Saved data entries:
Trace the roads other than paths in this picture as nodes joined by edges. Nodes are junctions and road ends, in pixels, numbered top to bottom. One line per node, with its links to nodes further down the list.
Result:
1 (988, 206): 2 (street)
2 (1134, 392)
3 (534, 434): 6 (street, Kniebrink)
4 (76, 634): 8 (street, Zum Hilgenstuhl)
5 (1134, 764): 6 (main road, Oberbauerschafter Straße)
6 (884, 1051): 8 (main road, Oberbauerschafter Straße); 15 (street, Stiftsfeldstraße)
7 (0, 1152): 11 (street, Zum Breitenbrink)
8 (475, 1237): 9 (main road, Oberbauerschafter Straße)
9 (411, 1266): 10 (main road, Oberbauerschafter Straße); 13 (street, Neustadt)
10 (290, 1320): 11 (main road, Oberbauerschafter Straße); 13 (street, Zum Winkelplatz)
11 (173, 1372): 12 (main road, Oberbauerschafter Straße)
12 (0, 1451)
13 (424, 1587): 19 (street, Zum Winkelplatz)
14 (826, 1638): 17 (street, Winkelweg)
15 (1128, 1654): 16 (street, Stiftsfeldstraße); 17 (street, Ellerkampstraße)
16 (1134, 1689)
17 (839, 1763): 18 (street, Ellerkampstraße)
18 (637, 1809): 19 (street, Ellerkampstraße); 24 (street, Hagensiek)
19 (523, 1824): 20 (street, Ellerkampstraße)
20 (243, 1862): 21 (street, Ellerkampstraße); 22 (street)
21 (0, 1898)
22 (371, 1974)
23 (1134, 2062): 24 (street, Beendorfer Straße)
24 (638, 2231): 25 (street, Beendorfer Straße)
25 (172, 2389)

Work to complete: Please transcribe every entry above exactly as it appears.

Response:
Trace the roads other than paths in this picture as nodes joined by edges. Nodes are junctions and road ends, in pixels, numbered top to bottom. One line per node, with its links to nodes further down the list.
Result:
1 (988, 206): 2 (street)
2 (1134, 392)
3 (534, 434): 6 (street, Kniebrink)
4 (76, 634): 8 (street, Zum Hilgenstuhl)
5 (1134, 764): 6 (main road, Oberbauerschafter Straße)
6 (884, 1051): 8 (main road, Oberbauerschafter Straße); 15 (street, Stiftsfeldstraße)
7 (0, 1152): 11 (street, Zum Breitenbrink)
8 (475, 1237): 9 (main road, Oberbauerschafter Straße)
9 (411, 1266): 10 (main road, Oberbauerschafter Straße); 13 (street, Neustadt)
10 (290, 1320): 11 (main road, Oberbauerschafter Straße); 13 (street, Zum Winkelplatz)
11 (173, 1372): 12 (main road, Oberbauerschafter Straße)
12 (0, 1451)
13 (424, 1587): 19 (street, Zum Winkelplatz)
14 (826, 1638): 17 (street, Winkelweg)
15 (1128, 1654): 16 (street, Stiftsfeldstraße); 17 (street, Ellerkampstraße)
16 (1134, 1689)
17 (839, 1763): 18 (street, Ellerkampstraße)
18 (637, 1809): 19 (street, Ellerkampstraße); 24 (street, Hagensiek)
19 (523, 1824): 20 (street, Ellerkampstraße)
20 (243, 1862): 21 (street, Ellerkampstraße); 22 (street)
21 (0, 1898)
22 (371, 1974)
23 (1134, 2062): 24 (street, Beendorfer Straße)
24 (638, 2231): 25 (street, Beendorfer Straße)
25 (172, 2389)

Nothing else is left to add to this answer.